I am old enough to remember Grandpa’s stories. I also remember some of the stories Mom read to us as children. I remember Mrs. Colegate used to read Uncle Wiggley stories to us when she babysat.
Something happened to stories as I grew older. Family stories and sitting around in the evening listening to Mom read gave way to the TV and I Love Lucy. Actually, I did love Lucy and the silly situations she made for herself. But, with TV, our stories no longer became our stories, but the entertainment industry’s stories and media corporation stories.
I love stories, and I’ve been a passionate reader for years, starting with the time I missed a spelling test in the second grade, because I was busy reading one of the “little house” books. I’ve read thousands of books over the years. When I finished the complete works of Jane Austen and Kipling, I moved forward in time through centuries and through the twenties, thirties to the nineties. Someplace in the early two thousands, I noticed that all the books I read sounded the same. A murder mystery must have the same plot as the last murder mystery.
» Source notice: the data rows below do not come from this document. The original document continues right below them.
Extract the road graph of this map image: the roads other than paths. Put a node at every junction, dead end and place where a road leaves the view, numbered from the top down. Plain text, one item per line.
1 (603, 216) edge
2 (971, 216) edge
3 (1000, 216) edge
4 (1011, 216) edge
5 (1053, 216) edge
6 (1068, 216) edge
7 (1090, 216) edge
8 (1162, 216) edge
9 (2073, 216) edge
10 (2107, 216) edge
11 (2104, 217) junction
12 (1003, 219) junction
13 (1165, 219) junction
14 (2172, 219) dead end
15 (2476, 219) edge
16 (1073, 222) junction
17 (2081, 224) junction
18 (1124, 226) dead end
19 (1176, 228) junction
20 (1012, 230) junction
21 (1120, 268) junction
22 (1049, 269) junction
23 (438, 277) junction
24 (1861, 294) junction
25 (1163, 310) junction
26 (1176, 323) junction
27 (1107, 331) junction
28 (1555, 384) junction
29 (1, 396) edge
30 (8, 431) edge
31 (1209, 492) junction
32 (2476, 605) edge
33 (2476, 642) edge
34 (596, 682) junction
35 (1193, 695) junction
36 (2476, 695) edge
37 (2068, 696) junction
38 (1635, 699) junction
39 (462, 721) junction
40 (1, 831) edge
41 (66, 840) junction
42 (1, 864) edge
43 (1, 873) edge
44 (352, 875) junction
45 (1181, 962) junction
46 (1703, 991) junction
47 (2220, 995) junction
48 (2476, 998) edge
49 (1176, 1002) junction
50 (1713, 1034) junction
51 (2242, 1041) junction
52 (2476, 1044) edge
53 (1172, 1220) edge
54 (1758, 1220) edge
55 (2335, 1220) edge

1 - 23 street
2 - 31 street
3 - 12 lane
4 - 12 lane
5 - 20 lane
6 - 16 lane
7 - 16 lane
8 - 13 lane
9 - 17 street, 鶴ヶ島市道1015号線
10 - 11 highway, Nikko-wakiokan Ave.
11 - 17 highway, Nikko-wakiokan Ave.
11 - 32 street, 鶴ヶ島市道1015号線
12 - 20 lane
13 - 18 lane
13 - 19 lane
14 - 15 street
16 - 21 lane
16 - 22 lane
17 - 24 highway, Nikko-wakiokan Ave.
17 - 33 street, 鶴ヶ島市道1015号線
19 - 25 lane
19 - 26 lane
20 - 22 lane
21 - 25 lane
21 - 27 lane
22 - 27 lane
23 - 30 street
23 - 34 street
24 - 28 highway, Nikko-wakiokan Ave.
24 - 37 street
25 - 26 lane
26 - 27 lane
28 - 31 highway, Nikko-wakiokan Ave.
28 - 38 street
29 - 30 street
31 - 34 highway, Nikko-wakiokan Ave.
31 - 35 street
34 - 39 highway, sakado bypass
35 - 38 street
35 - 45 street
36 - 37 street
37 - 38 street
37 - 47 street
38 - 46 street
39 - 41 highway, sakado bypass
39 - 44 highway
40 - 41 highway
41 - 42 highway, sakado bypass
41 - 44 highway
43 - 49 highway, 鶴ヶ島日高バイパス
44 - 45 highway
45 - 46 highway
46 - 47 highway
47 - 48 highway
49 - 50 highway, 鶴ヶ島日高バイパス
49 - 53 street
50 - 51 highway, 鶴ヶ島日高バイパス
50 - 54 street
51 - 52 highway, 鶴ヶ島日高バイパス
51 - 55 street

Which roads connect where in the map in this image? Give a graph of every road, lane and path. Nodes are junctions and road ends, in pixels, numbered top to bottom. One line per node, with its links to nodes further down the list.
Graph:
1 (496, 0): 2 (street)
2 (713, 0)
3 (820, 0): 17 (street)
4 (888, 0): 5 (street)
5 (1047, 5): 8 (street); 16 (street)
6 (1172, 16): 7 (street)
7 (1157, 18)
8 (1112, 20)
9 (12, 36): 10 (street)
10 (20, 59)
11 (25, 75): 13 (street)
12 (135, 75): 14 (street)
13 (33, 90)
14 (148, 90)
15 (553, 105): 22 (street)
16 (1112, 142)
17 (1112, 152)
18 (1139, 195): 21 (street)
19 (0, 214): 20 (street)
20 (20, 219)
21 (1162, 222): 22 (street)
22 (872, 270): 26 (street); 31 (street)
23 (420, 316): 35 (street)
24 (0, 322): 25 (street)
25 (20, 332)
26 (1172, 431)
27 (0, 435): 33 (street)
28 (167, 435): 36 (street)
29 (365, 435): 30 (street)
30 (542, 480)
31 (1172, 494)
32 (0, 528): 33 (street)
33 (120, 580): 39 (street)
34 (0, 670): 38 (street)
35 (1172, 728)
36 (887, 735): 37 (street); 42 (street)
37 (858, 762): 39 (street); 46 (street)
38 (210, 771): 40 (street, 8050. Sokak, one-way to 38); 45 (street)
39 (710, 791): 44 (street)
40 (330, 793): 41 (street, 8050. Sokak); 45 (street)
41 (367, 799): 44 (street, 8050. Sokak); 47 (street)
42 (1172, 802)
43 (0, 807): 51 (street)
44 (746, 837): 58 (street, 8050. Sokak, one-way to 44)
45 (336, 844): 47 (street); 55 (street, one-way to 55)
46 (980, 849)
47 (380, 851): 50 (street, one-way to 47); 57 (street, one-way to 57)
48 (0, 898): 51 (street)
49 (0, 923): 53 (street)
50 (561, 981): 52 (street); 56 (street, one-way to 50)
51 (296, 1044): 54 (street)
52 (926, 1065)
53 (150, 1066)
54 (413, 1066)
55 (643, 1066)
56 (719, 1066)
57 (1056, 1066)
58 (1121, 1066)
One romance reads about like another and certainly like the last one by the same author.
I thought about my problems with the books I read and why with a few exceptions, I don’t like TV. I came to the realization that I wasn’t reading or watching real stories. These were corporate stories--stories chosen to sell rather than to innovate.
What difference do stories make? Aren’t they just imagination to pass the time and prevent boredom? Absolutely not! Stories are our way of manipulating reality so we can look at the world from a different perspective. Historical stories keep us in touch with our past, so we can make better choices for our future. Stories are essential to good decision-making. I would go so far as to say that when the power elite controls our stories, they control us.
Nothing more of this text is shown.